Immigrants’ Contribution to the U.S. Economy

One crucial outcome of allowing immigrants in the U.S. is constantly overlooked, their contributions to the U.S. economy.

Despite recent efforts to block international college students from attending school in the U.S. this fall, or federal administrators' attempts to prevent immigration.  One crucial outcome of allowing immigrants in the U.S. is constantly overlooked, their contributions to the U.S. economy. 

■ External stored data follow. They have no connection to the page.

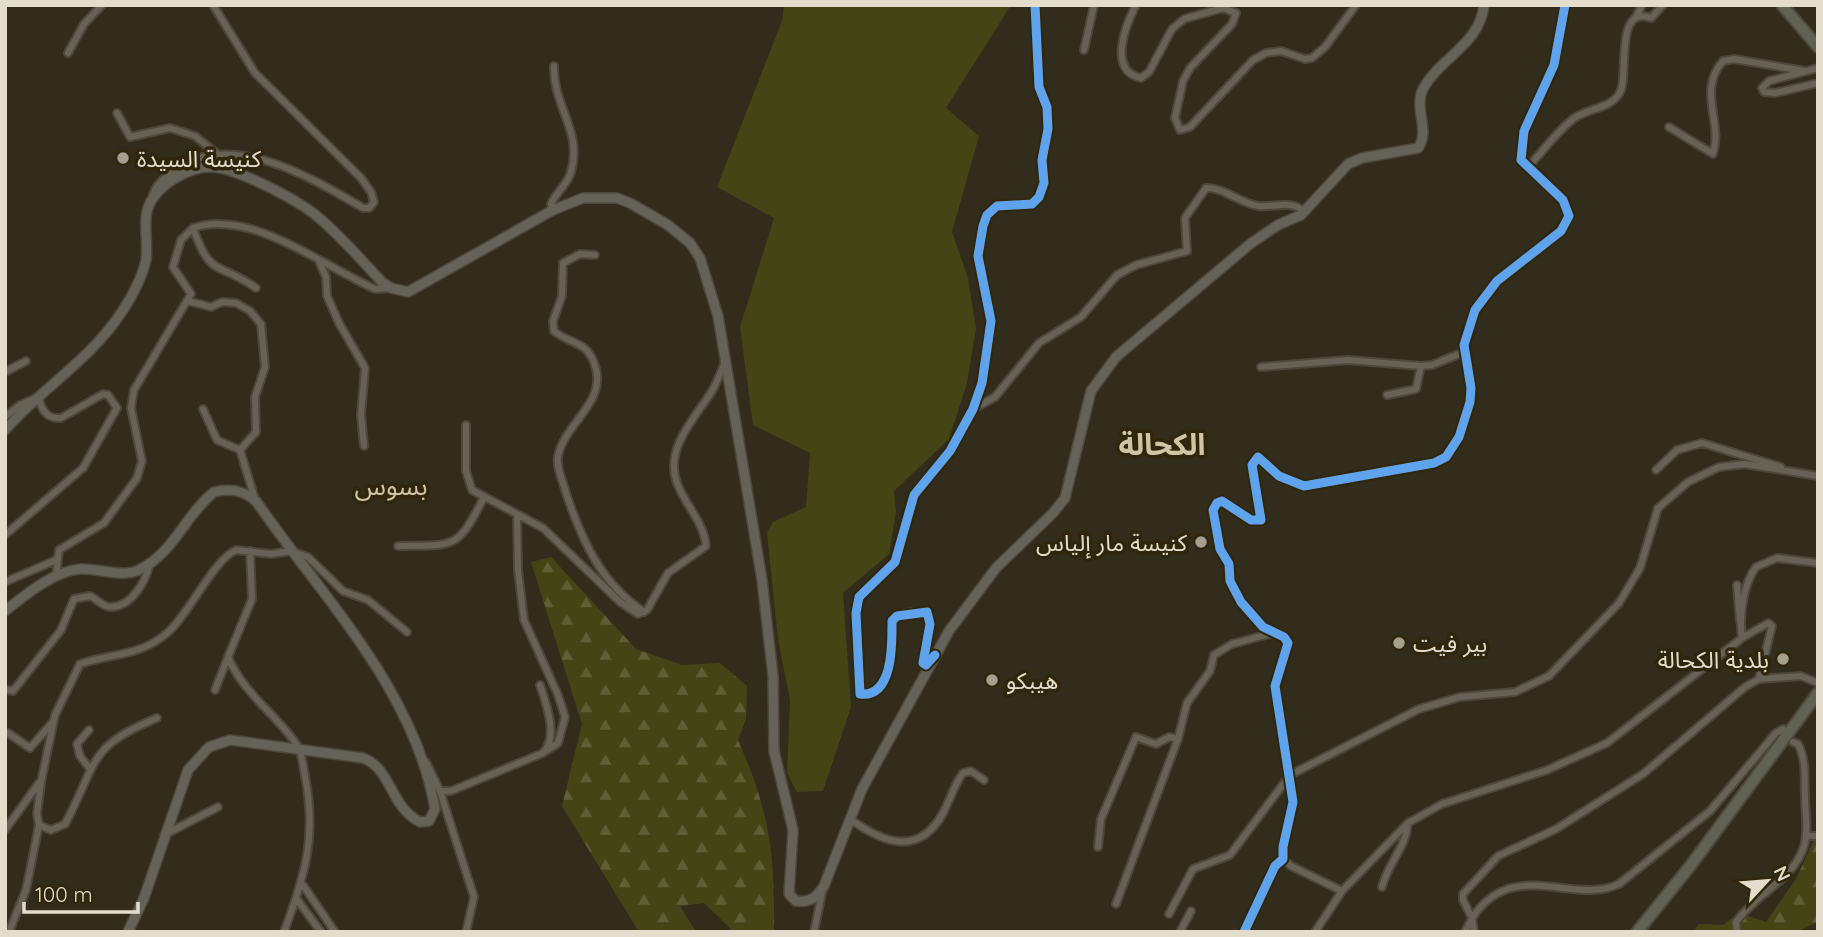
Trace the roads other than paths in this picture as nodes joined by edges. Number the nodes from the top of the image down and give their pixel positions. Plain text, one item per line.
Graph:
1 (102, 5) edge
2 (213, 5) edge
3 (1035, 5) edge
4 (1094, 5) edge
5 (1136, 5) edge
6 (1356, 5) edge
7 (1484, 5) edge
8 (1564, 5) edge
9 (1642, 5) edge
10 (1663, 5) edge
11 (1782, 5) edge
12 (1791, 5) edge
13 (1636, 17) junction
14 (1818, 38) edge
15 (1818, 47) edge
16 (1084, 50) dead end
17 (68, 53) dead end
18 (554, 66) dead end
19 (1818, 68) edge
20 (1805, 71) junction
21 (1818, 83) edge
22 (117, 113) dead end
23 (1669, 127) dead end
24 (216, 153) junction
25 (1527, 168) junction
26 (154, 197) junction
27 (553, 210) junction
28 (1305, 212) junction
29 (193, 228) junction
30 (595, 256) dead end
31 (318, 260) junction
32 (256, 288) dead end
33 (391, 288) junction
34 (188, 301) junction
35 (1464, 352) junction
36 (26, 361) dead end
37 (725, 362) junction
38 (1420, 366) junction
39 (1261, 367) dead end
40 (5, 372) edge
41 (1387, 395) dead end
42 (38, 397) junction
43 (203, 409) dead end
44 (973, 409) junction
45 (5, 417) edge
46 (466, 425) dead end
47 (5, 430) edge
48 (364, 446) dead end
49 (240, 450) junction
50 (1782, 468) junction
51 (1656, 470) dead end
52 (1818, 476) edge
53 (484, 499) junction
54 (256, 501) junction
55 (517, 514) junction
56 (5, 535) edge
57 (398, 545) dead end
58 (250, 551) junction
59 (291, 551) junction
60 (56, 560) junction
61 (151, 562) junction
62 (1818, 563) edge
63 (56, 577) junction
64 (5, 582) edge
65 (1737, 585) dead end
66 (5, 611) edge
67 (644, 612) junction
68 (1741, 623) junction
69 (407, 632) dead end
70 (1273, 634) junction
71 (1742, 638) junction
72 (935, 655) junction
73 (229, 657) junction
74 (1759, 679) junction
75 (1818, 683) edge
76 (540, 685) dead end
77 (8, 690) dead end
78 (215, 690) dead end
79 (1818, 693) edge
80 (1818, 706) edge
81 (158, 718) dead end
82 (54, 721) junction
83 (89, 730) dead end
84 (8, 733) dead end
85 (1792, 738) junction
86 (1178, 739) junction
87 (299, 748) junction
88 (421, 750) junction
89 (546, 751) junction
90 (90, 769) junction
91 (1290, 775) junction
92 (984, 780) dead end
93 (41, 782) junction
94 (440, 791) junction
95 (218, 807) dead end
96 (850, 819) junction
97 (1408, 823) junction
98 (39, 825) junction
99 (5, 830) edge
100 (164, 835) junction
101 (1806, 836) junction
102 (1818, 836) edge
103 (1098, 847) dead end
104 (1283, 859) junction
105 (303, 885) junction
106 (824, 886) junction
107 (1382, 887) dead end
108 (1342, 891) junction
109 (296, 898) junction
110 (1116, 904) dead end
111 (1191, 911) dead end
112 (1169, 914) dead end
113 (1472, 918) junction
114 (9, 932) edge
115 (128, 932) edge
116 (284, 932) edge
117 (321, 932) edge
118 (335, 932) edge
119 (466, 932) edge
120 (814, 932) edge
121 (1180, 932) edge
122 (1244, 932) edge
123 (1315, 932) edge
124 (1465, 932) edge
125 (1474, 932) edge
126 (1637, 932) edge
127 (1647, 932) edge
128 (1737, 932) edge

1 - 17 street
2 - 24 street
3 - 44 street
4 - 16 street
5 - 6 street
7 - 28 main road
8 - 25 street
9 - 13 street
10 - 13 street
11 - 15 highway
12 - 14 highway
13 - 25 street
18 - 27 street
19 - 20 street
20 - 21 street
20 - 23 street
22 - 24 street
24 - 26 street
25 - 35 street
26 - 33 main road
26 - 42 main road
27 - 33 main road
27 - 37 main road
28 - 44 street
28 - 72 main road
29 - 31 street
29 - 32 street
29 - 34 street
30 - 67 street
31 - 33 street
31 - 48 street
34 - 49 street
34 - 60 street
35 - 38 street
35 - 70 street
36 - 40 street
37 - 67 street
37 - 106 main road
38 - 39 street
38 - 41 street
42 - 45 street
42 - 47 main road
42 - 56 street
43 - 49 street
44 - 72 street
46 - 53 street
49 - 54 street
50 - 51 street
50 - 52 street
50 - 91 street
53 - 55 street
53 - 57 street
54 - 59 main road
54 - 61 main road
55 - 67 street
55 - 89 street
58 - 59 street
58 - 73 street
58 - 82 street
59 - 69 street
59 - 88 main road
60 - 63 street
60 - 64 street
61 - 63 main road
61 - 77 street
62 - 68 street
63 - 66 main road
65 - 68 street
68 - 71 street
70 - 86 street
70 - 91 street
71 - 74 street
71 - 97 street
72 - 96 main road
73 - 78 street
73 - 87 street
74 - 75 street
74 - 113 street
76 - 89 street
79 - 85 highway
80 - 85 highway
81 - 90 street
82 - 84 street
82 - 93 street
83 - 90 street
85 - 101 street
85 - 113 street
85 - 126 highway
85 - 127 highway
86 - 103 street
86 - 110 street
87 - 88 main road
87 - 100 main road
87 - 105 street
88 - 94 street
89 - 94 street
90 - 98 street
91 - 104 street
91 - 112 street
92 - 96 street
93 - 98 street
93 - 99 street
94 - 119 street
95 - 100 street
96 - 106 main road
97 - 107 street
97 - 108 street
98 - 114 street
100 - 115 main road
101 - 102 street
101 - 128 street
104 - 108 street
104 - 122 street
105 - 109 street
105 - 118 street
106 - 120 street
108 - 123 street
109 - 116 street
109 - 117 street
111 - 121 street
113 - 124 street
113 - 125 street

Since the Immigration and Nationality Act of 1965, the U.S. economy has seen an influx due to its admittance of outside business, students, scientists, and workers. (1) However, this has cultivated false beliefs about how immigrants affect the economy. For example, many people argue that immigrants take more money from the U.S. government than they put in. In reality, they  contribute more in taxes than they take in from government benefits. (2)

According to a 2017 report from the National Academies of Sciences, Engineering, and Medicine, first-generation immigrants pay more in taxes than native-born Americans, at an average of $1,600 per person annually. Second-generation immigrants pay roughly $1,700 per person annually, and native-born Americans pay an average of just $1,300 per person annually. (2)

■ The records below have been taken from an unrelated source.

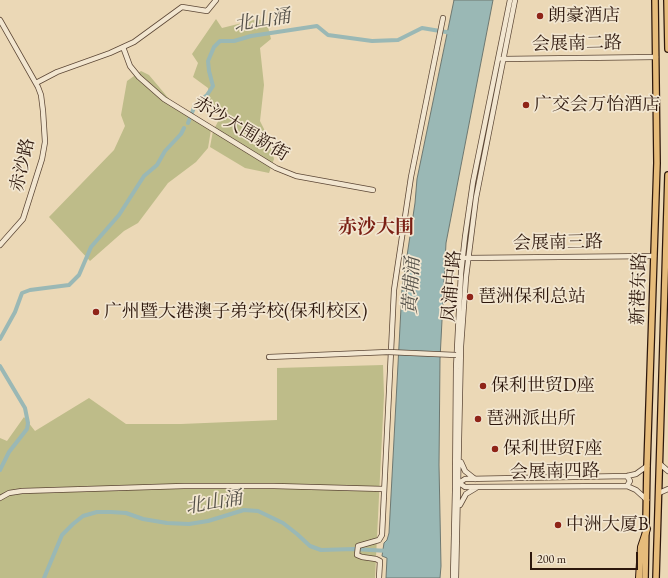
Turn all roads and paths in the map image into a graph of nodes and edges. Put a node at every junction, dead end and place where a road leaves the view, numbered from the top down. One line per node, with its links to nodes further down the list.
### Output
1 (216, 0): 8 (street)
2 (510, 0): 11 (street, 凤浦中路)
3 (515, 0): 11 (street, 凤浦中路)
4 (655, 0): 10 (main road, 新港东路)
5 (667, 0): 9 (main road)
6 (443, 18): 30 (street)
7 (0, 20): 12 (street, 赤沙路)
8 (123, 47): 12 (street); 14 (street, 赤沙大围新街)
9 (668, 49)
10 (656, 57): 11 (street, 会展南二路); 16 (main road, 新港东路)
11 (501, 59): 17 (street, 凤浦中路)
12 (36, 83): 15 (street, 赤沙路)
13 (668, 175): 21 (main road, 新港东路)
14 (373, 190)
15 (0, 244)
16 (654, 256): 17 (street, 会展南三路); 22 (main road, 新港东路)
17 (465, 258): 18 (street, 凤浦中路); 20 (street, 凤浦中路)
18 (456, 355): 19 (street, bridge); 24 (street, 凤浦中路)
19 (269, 356)
20 (459, 459): 26 (street); 27 (street, 凤浦中路)
21 (660, 464): 23 (street); 33 (main road, 新港东路)
22 (647, 466): 25 (street, 会展南四路); 35 (main road, 新港东路)
23 (668, 471)
24 (456, 475): 27 (street); 32 (street, 凤浦中路)
25 (627, 476): 26 (street, 会展南四路); 28 (street)
26 (477, 479): 27 (street, 会展南四路)
27 (459, 484): 29 (street, 会展南四路); 32 (street); 36 (street, 凤浦中路)
28 (627, 486): 29 (street, 会展南四路); 35 (street)
29 (477, 487): 36 (street)
30 (384, 489): 34 (street); 38 (street)
31 (668, 489): 33 (street)
32 (455, 492): 39 (street, 凤浦中路)
33 (659, 493): 43 (main road, 新港东路)
34 (0, 498)
35 (647, 500): 37 (main road, 新港东路)
36 (458, 508): 40 (street, 凤浦中路)
37 (647, 529): 41 (highway); 42 (main road, 新港东路)
38 (379, 578)
39 (453, 578)
40 (456, 578)
41 (639, 578)
42 (646, 578)
43 (656, 578)

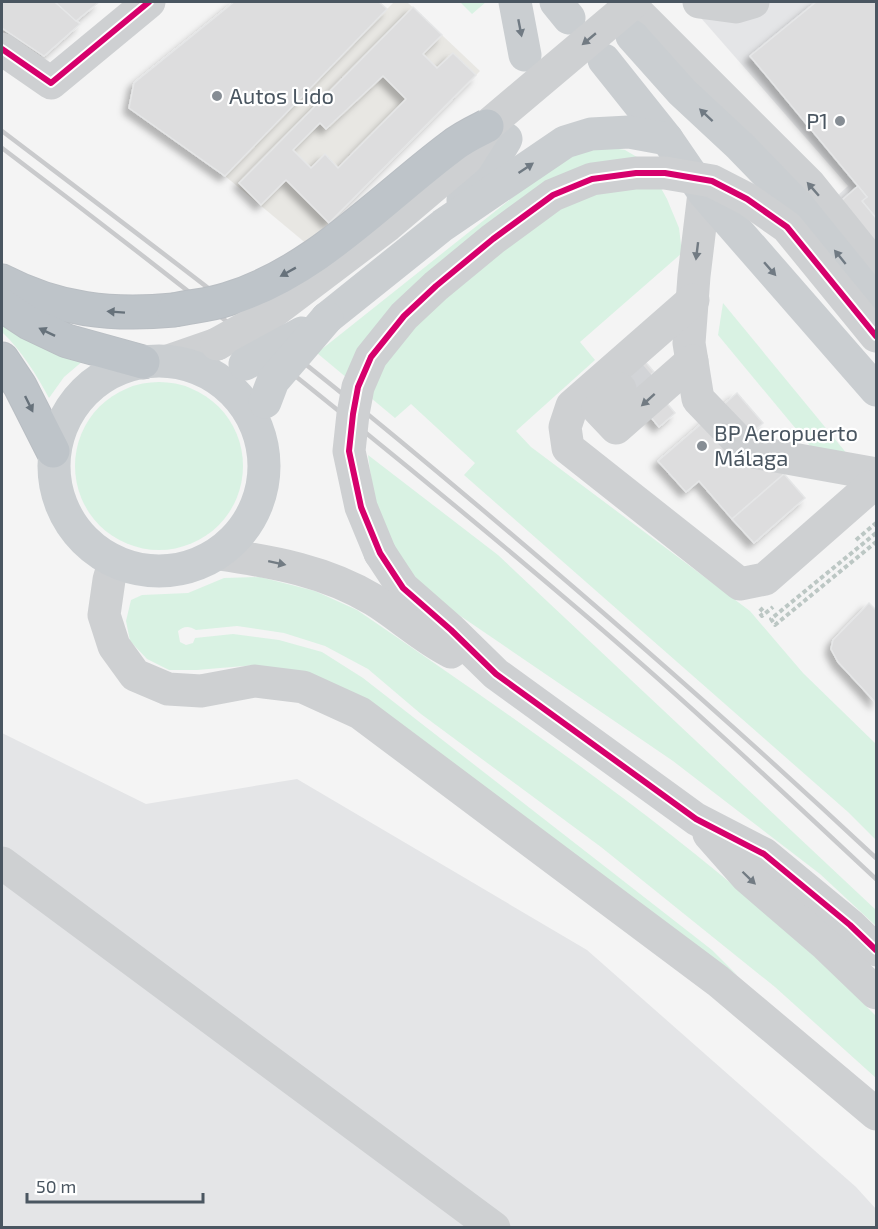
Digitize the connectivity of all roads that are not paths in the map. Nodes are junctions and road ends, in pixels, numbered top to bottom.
1 (149, 2) edge
2 (515, 2) edge
3 (627, 2) edge
4 (634, 2) edge
5 (699, 2) edge
6 (753, 2) edge
7 (632, 36) dead end
8 (2, 49) edge
9 (525, 55) dead end
10 (604, 60) dead end
11 (496, 133) junction
12 (667, 139) junction
13 (704, 193) junction
14 (443, 225) junction
15 (876, 267) edge
16 (2, 281) edge
17 (876, 303) edge
18 (2, 305) edge
19 (327, 318) junction
20 (691, 330) junction
21 (876, 336) edge
22 (2, 359) edge
23 (155, 361) junction
24 (648, 365) tunnel mouth
25 (231, 371) junction
26 (868, 381) edge
27 (620, 389) tunnel mouth
28 (876, 404) edge
29 (260, 412) junction
30 (53, 452) junction
31 (873, 480) edge
32 (219, 554) junction
33 (114, 563) junction
34 (496, 674) junction
35 (696, 819) junction
36 (2, 863) edge
37 (876, 950) edge
38 (876, 993) edge
39 (876, 1114) edge
40 (494, 1227) edge

1 - 8 street
2 -> 9 main road
15 -> 3 street
4 -> 11 street, bridge
5 - 6 street
17 -> 7 main road
10 - 12 main road
11 - 14 main road
11 -> 16 highway, bridge
11 - 23 street, bridge
12 - 13 main road
14 -> 12 main road
13 -> 20 street
13 -> 26 main road
14 - 19 main road
23 -> 18 highway
19 - 25 main road, bridge
19 - 29 main road, bridge
20 - 24 street
20 -> 27 street
20 - 31 street
20 - 31 street
21 - 34 street, bridge
22 -> 30 highway
23 - 25 main road
23 - 30 main road
25 - 29 main road
26 - 28 street
29 - 32 main road
30 - 33 main road
32 - 33 main road
32 -> 34 street
33 - 39 street
34 - 35 street
35 - 37 street
35 -> 38 street
36 - 40 street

Another myth that has been circulating in the American working class for decades is that immigrants take U.S. jobs. If taken at face value, that statement is true, but in reality, most immigrants take jobs that stimulate different parts of the U.S. economy. The 2017 report from New American Economy found that immigrants are generally willing to work more unusual hours -- that are very essential shifts -- than their American counterparts. Immigrants are also more willing to work dangerous and complicated jobs, according to the American Community Survey and Bureau of Statistics. (2) 

According to the U.S. Bureau of Labor Statistics, in 2019 the U.S. labor force consisted of 28.4 million immigrants, making up 17.4 percent of the total labor force. Foreign-born workers are more likely to be employed in service jobs at 22.5 percent, compared to native-born workers at 16 percent. However, immigrants are less likely to be employed in management or professional jobs at 33.9 percent, compared to their native-born counterparts at 42.2 percent. (3)

Without immigrants, the U.S. workforce would shrink and raise the risk of potential outsourcing, according to the Pew Research Center. Additionally, Pew predicts immigrants will raise the prime working age -- 18 to 64 -- from 173.2 million in 2015 to 183.2 million in 2035. Pew also projects that the amount of American-born laborers will likely drop by 8.2 million by 2035, and their jobs will be filled by immigrant workers. (4)

Not only do immigrants boost the economy by taking several laboring jobs, but they help fill in the falling birth rate in the U.S. According to The World Bank, the U.S. birth rate in 2018 was 1.8 births per woman, down from 3.65 in 1960. (5) Immigrants leveling the declining U.S. birth rate will allow for the roles of laborers, college students, or business people to constantly be filled. A higher U.S. birth rate will in turn generate more demand for food and other necessities, thus stimulating economic growth. 

The U.S. economy is also highly reliant on foreign students. American born students attending a public in-state university pay an average of $8,812 annually, after financial aid has been applied. However, the average international student pays almost three times that amount. Even if universities raise their tuition, native-born citizens typically do not end up being affected by the price increase due to in-state financial aid. However, international students do not have the same luxury, and will have to pay a much higher tuition. (6)

Throughout the country, many foreign researchers, teachers, and students have studied in highly competitive  science, technology, engineering, and mathematics (STEM) fields. Thus, they have been contributing to the vast growth in the fields of science and technology. For instance, more than 43 percent of Massachusetts Institute of Technology (MIT) faculty was born outside the U.S. As for the accumulated 100 Nobel Prizes by MIT affiliated alumni, faculty, and researchers, more than a third of those individuals were born outside of the U.S. (1) 

Not only are immigrants essential to economic growth and stability in the U.S., but their contributions while living in the U.S. are profound, and should not be overlooked or reprimanded.